Para Kramer (2007), o tema gerador é o “verdadeiro fio condutor das atividades e, ao mesmo tempo, organizador dos conteúdos” (p. 63). Tozoni-Reis (2006 diz que “o tema gerador é o ponto de partida para o processo de construção da descoberta” (p. 103). A proposta dos temas geradores se baseia nas áreas de conhecimentos linguísticos, matemáticos, ciências naturais e ciências sociais. Além de apresentar algumas recomendações sobre o trabalho pedagógico no que tange à organização dos espaços, à disposição de materiais pedagógicos, à organização do tempo, às atividades diversificadas e à atuação dos professores junto das crianças (Souza, 2006).

O autor interacionista Lev Vygotsky influenciou, e continua influenciando, os currículos da Educação Infantil na atualidade. Ele trouxe grandes contribuições para a educação ao defender a

“constituição social do sujeito dentro de uma cultura concreta” (Oliveira, 2011, p. 131) como premissa para o entendimento sobre o desenvolvimento infantil. “Para Vygotsky a construção do pensamento e da subjetividade é um processo cultural, e não uma formação natural e universal da espécie humana”

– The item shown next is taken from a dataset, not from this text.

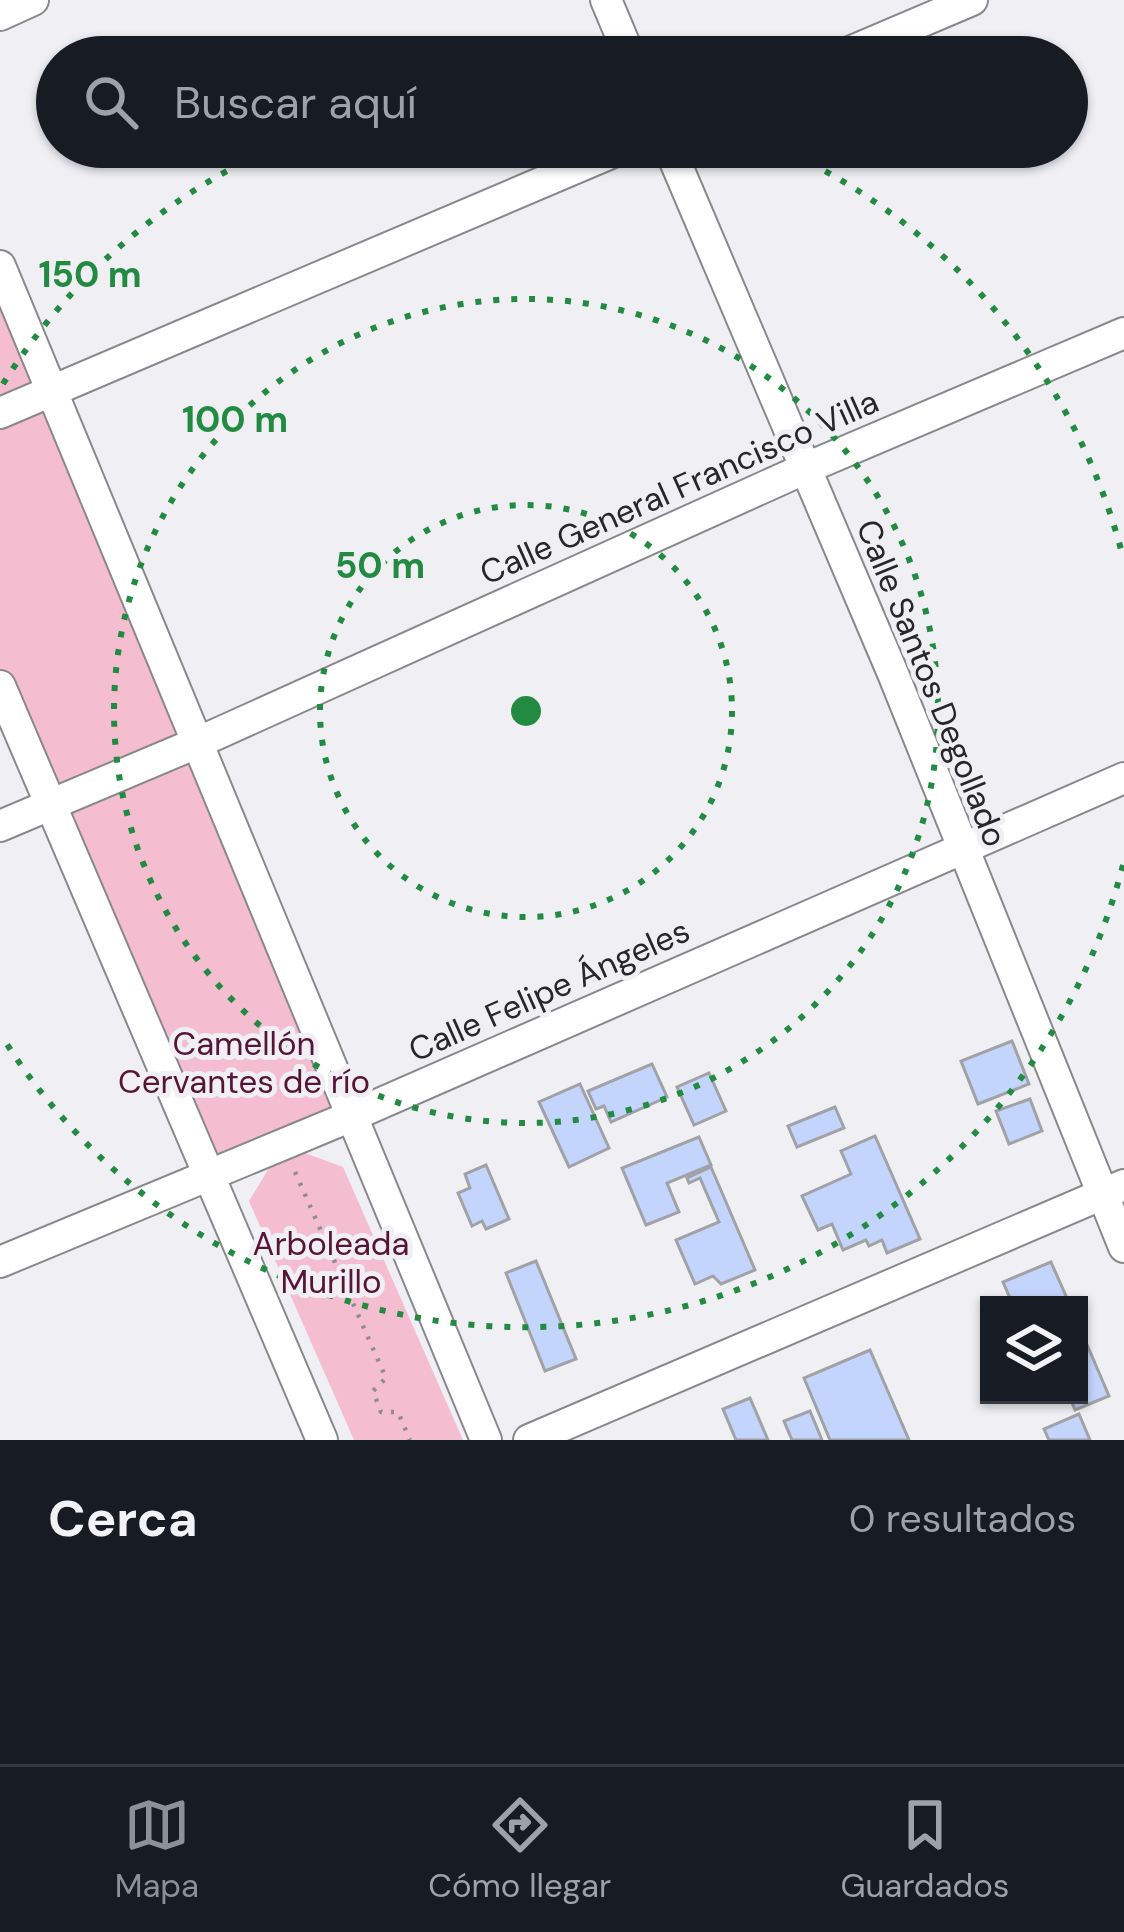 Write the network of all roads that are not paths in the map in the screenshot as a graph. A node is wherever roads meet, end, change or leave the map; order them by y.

(Oliveira, 2011, p. 31). Nesse enfoque, o desenvolvimento humano ocorre mediante as relações estabelecidas entre as pessoas, entre elas e os objetos e delas em interação com o meio físico, social e natural. Dentro deste panorama, as Diretrizes Curriculares Nacionais para a Educação Infantil, de 2009, se fundamentam na teoria Vygotskyana ao definir que as práticas pedagógicas devem ter como eixos norteadores as interações e as brincadeiras (Ministério da Educação, 2009). Compreendendo que o aprendizado se dá por meio das interações e o brincar é uma rica possibilidade para ativação da zona de desenvolvimento proximal da criança. Na interpretação de Ivic (2010), Vygotsky considera que as ações da educação devem centrar-se na zona de desenvolvimento proximal, distância entre o nível de desenvolvimento real e o desenvolvimento potencial da criança, por meio de encontros experienciais com a cultura “mediada por um adulto, primeiramente, no papel de parceiro nas construções comuns, depois como organizador das aprendizagens” (Ivic, 2010, p. 33). Assim, o brincar é visto como um recurso essencial para a constituição da aprendizagem, onde a criança se relaciona com mundo simbólico, constrói significados sobre si, sobre o mundo e produz cultura.